◆ Task goal ◆
Set the records down again in full, with every word kept.

Segment Start: Input for this task

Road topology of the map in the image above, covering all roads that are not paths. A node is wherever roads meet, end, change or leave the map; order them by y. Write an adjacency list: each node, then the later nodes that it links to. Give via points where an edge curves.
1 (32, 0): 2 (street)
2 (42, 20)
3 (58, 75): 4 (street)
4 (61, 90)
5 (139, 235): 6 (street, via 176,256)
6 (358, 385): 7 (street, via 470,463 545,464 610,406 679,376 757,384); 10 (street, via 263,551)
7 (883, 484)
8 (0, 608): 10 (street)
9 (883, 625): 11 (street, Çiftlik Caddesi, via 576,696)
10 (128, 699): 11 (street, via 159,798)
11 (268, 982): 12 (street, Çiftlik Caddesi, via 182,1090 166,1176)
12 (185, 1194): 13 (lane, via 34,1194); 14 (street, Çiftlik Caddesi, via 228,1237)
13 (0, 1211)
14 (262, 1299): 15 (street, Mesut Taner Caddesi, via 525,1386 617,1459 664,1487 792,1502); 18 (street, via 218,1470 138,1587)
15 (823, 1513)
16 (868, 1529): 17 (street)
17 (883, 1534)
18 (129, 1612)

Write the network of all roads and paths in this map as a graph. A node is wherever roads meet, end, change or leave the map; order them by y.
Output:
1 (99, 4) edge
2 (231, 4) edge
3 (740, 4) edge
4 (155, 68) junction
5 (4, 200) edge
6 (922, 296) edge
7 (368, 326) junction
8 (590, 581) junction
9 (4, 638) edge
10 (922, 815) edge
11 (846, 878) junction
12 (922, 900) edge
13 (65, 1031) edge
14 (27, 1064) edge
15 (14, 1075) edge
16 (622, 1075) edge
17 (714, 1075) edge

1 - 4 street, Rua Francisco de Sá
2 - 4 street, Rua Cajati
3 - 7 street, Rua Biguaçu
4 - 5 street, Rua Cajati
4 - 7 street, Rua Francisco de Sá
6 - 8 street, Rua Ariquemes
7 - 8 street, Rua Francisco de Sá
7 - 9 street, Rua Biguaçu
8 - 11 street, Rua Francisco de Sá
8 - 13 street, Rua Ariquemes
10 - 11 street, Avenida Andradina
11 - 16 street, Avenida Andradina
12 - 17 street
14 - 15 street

Segment End: Input for this task

◆ Task solution ◆
Road topology of the map in the image above, covering all roads that are not paths. A node is wherever roads meet, end, change or leave the map; order them by y. Write an adjacency list: each node, then the later nodes that it links to. Give via points where an edge curves.
1 (32, 0): 2 (street)
2 (42, 20)
3 (58, 75): 4 (street)
4 (61, 90)
5 (139, 235): 6 (street, via 176,256)
6 (358, 385): 7 (street, via 470,463 545,464 610,406 679,376 757,384); 10 (street, via 263,551)
7 (883, 484)
8 (0, 608): 10 (street)
9 (883, 625): 11 (street, Çiftlik Caddesi, via 576,696)
10 (128, 699): 11 (street, via 159,798)
11 (268, 982): 12 (street, Çiftlik Caddesi, via 182,1090 166,1176)
12 (185, 1194): 13 (lane, via 34,1194); 14 (street, Çiftlik Caddesi, via 228,1237)
13 (0, 1211)
14 (262, 1299): 15 (street, Mesut Taner Caddesi, via 525,1386 617,1459 664,1487 792,1502); 18 (street, via 218,1470 138,1587)
15 (823, 1513)
16 (868, 1529): 17 (street)
17 (883, 1534)
18 (129, 1612)

Write the network of all roads and paths in this map as a graph. A node is wherever roads meet, end, change or leave the map; order them by y.
Output:
1 (99, 4) edge
2 (231, 4) edge
3 (740, 4) edge
4 (155, 68) junction
5 (4, 200) edge
6 (922, 296) edge
7 (368, 326) junction
8 (590, 581) junction
9 (4, 638) edge
10 (922, 815) edge
11 (846, 878) junction
12 (922, 900) edge
13 (65, 1031) edge
14 (27, 1064) edge
15 (14, 1075) edge
16 (622, 1075) edge
17 (714, 1075) edge

1 - 4 street, Rua Francisco de Sá
2 - 4 street, Rua Cajati
3 - 7 street, Rua Biguaçu
4 - 5 street, Rua Cajati
4 - 7 street, Rua Francisco de Sá
6 - 8 street, Rua Ariquemes
7 - 8 street, Rua Francisco de Sá
7 - 9 street, Rua Biguaçu
8 - 11 street, Rua Francisco de Sá
8 - 13 street, Rua Ariquemes
10 - 11 street, Avenida Andradina
11 - 16 street, Avenida Andradina
12 - 17 street
14 - 15 street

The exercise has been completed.